Posted by JP Redding on February 2, 2022
JP Redding

Human trafficking encompasses a set of horrific and egregious crimes plaguing our world and destroying individuals and their families. These criminals use innovative and ever-changing methods to hide their activities and keep their victims silent, making their crimes difficult to detect and their identities challenging to discover. However, the same financial motivation that pushes individuals to commit these crimes can be their undoing when law enforcement has access to the most up-to-date digital forensics software, is able to locate the bank accounts and exact transactions involved in illegal activities.

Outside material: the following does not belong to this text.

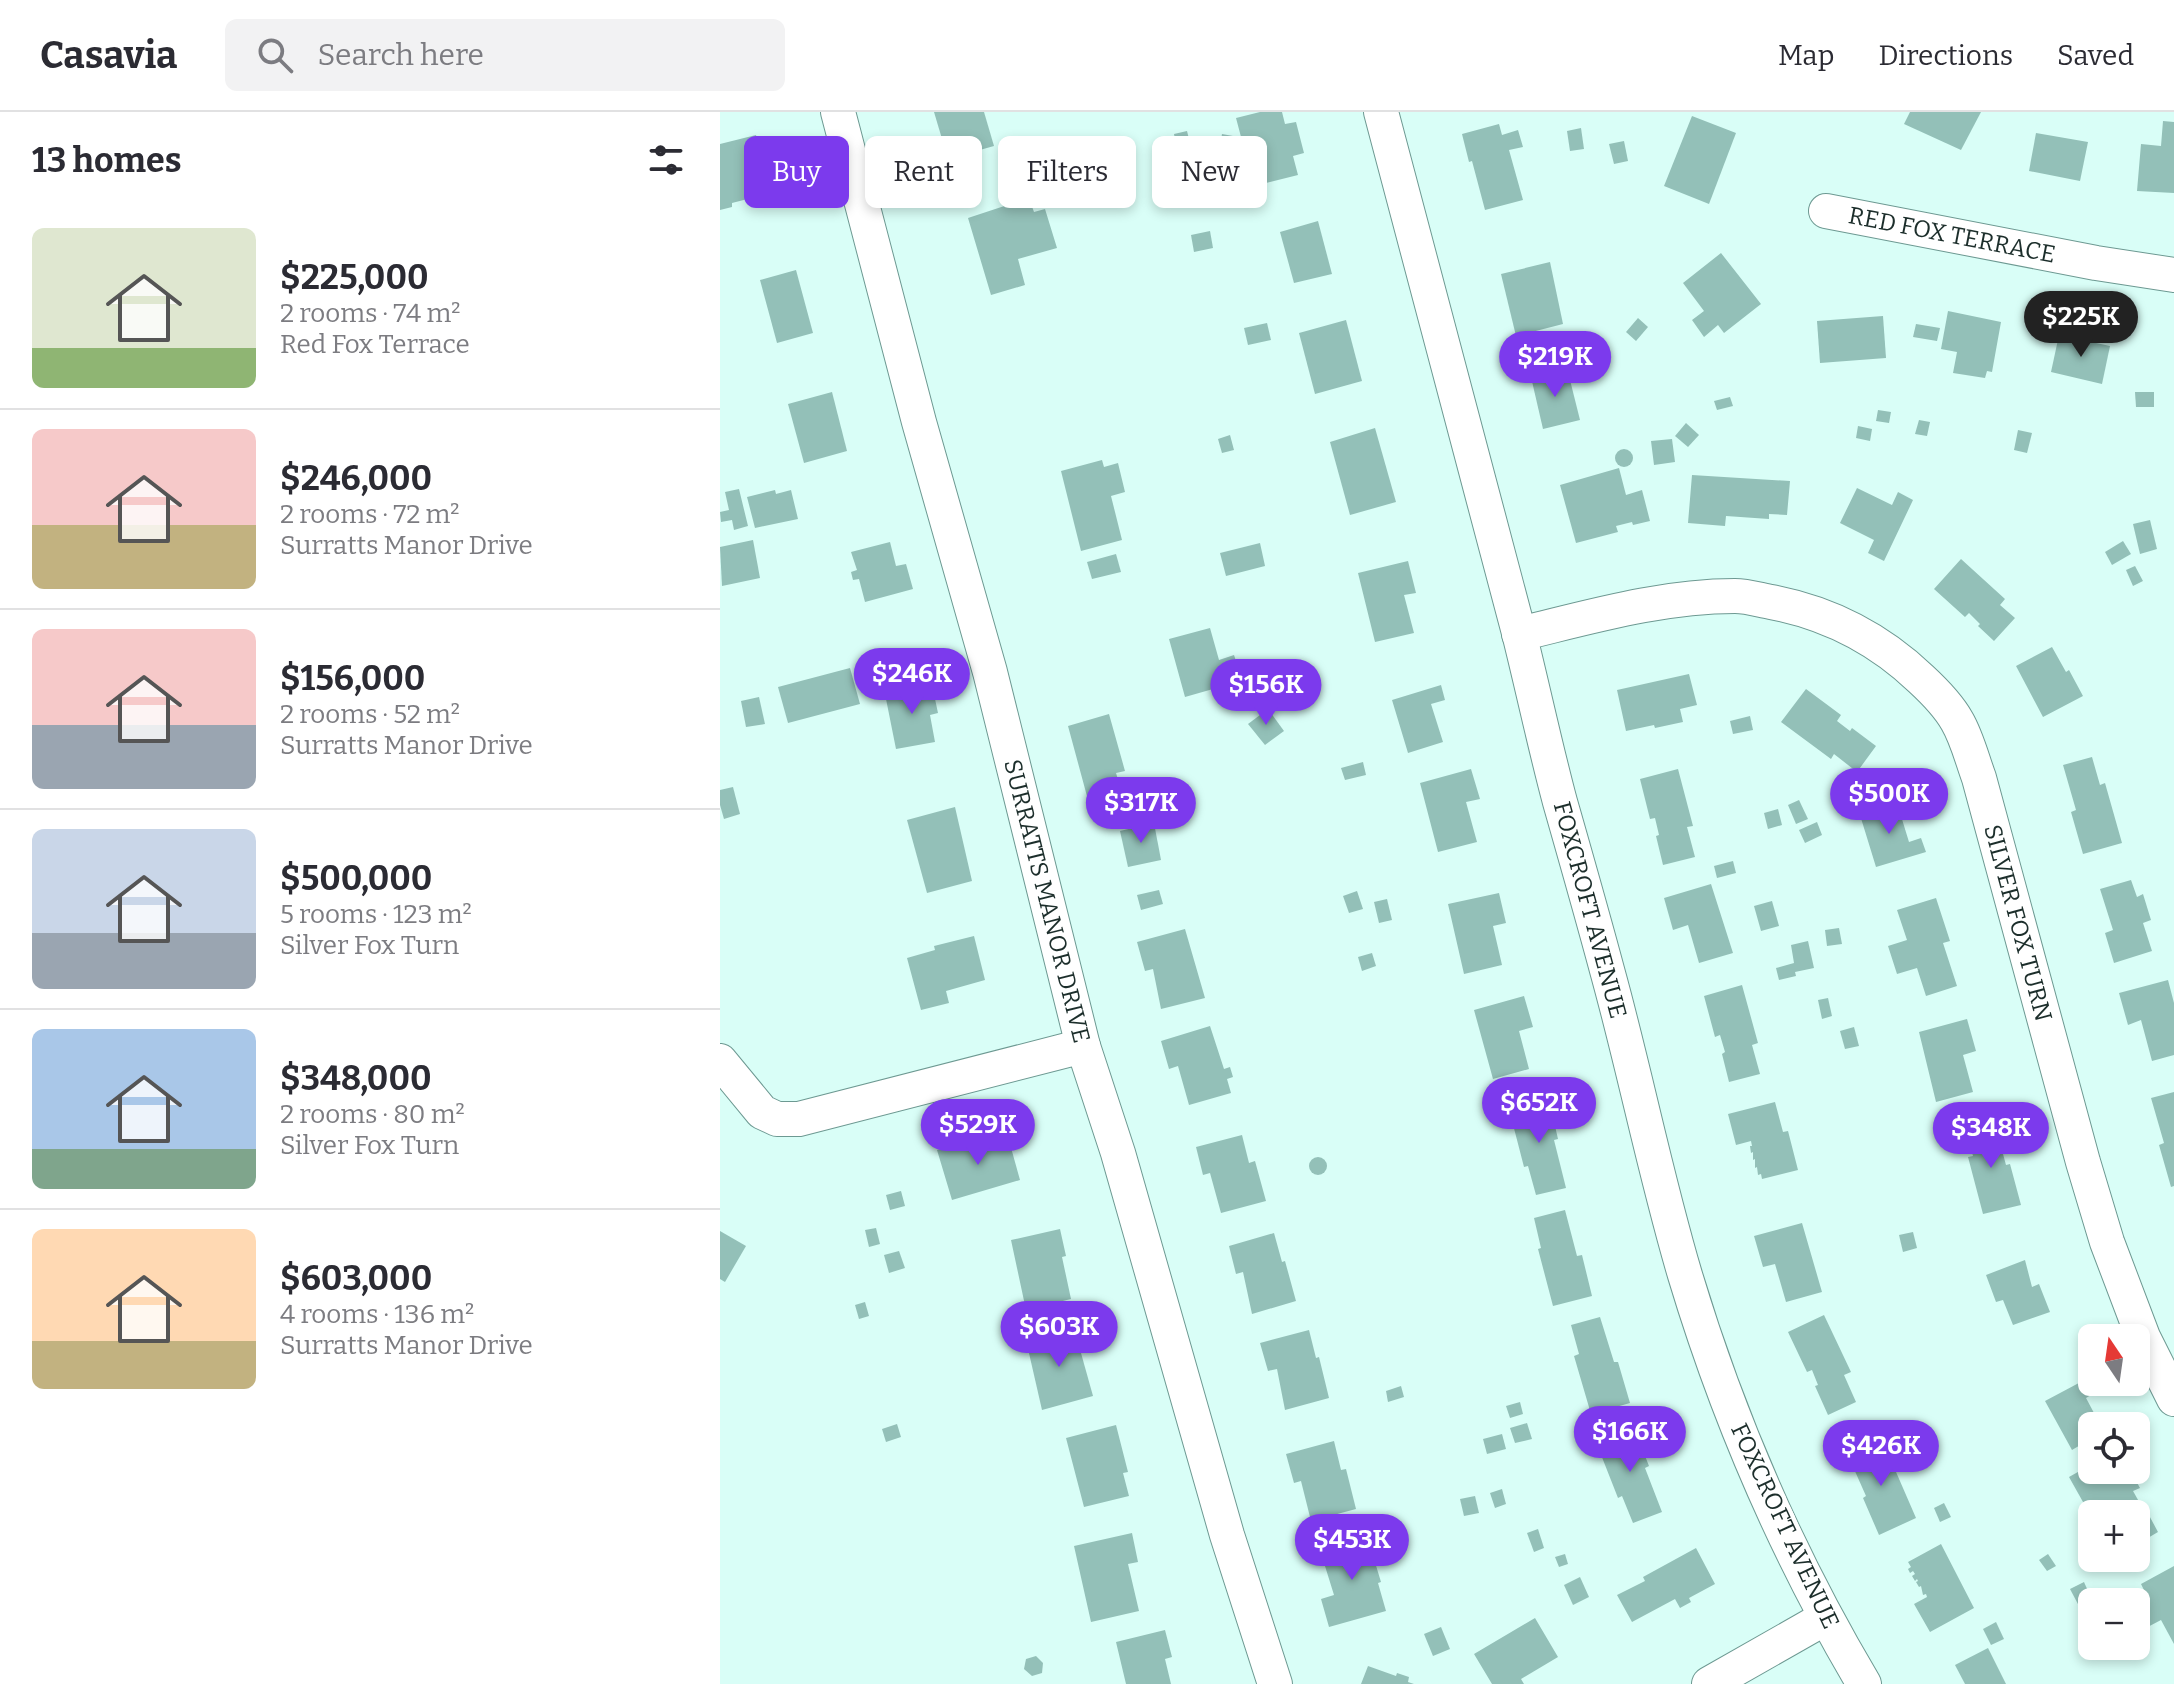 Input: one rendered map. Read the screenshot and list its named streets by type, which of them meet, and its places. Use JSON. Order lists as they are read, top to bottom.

Digital and cyber forensics has always been crucial in stopping human trafficking. Being able to locate messages, using AI machine learning to identify the ages of victims in photos, and finding trends in web activity on seized computers and smartphones has been implemented already. The next step in digital forensics to curb the tide of trafficking is to find where the money is going and who is involved. 


To collect money and payment for these activities, a sophisticated level of money laundering and low-profile electronic transfers are involved to prevent detection by normal auditing systems. But by combining experienced detective work and top-of-the-line digital intelligence tools, you are able to see what the expected income from a suspect should be and how much they are actually spending or exchanging between known associates. By comparing these expense and income trails from seized devices, you can better understand not just who is being involved but where the victims are being held or smuggled. 

Using the analysis capabilities of digital forensics tools, like our Digital Evidence Investigator (DEI),  we can help you determine where the money originated from and where it ended up. It also can recognize financial patterns that a normal person would not be able to see, or would need an exorbitant amount of time to compile by hand. Our tool is also able to identify new forms of anonymous buying or selling, like cryptocurrency. Cryptocurrency, like Bitcoin, has no definite ownership and does not transfer between accounts like typical currency through a bank. DEI, and all of our other ADF tools, can identify the currency by finding artifacts on a device and can identify what cryptocurrency was used.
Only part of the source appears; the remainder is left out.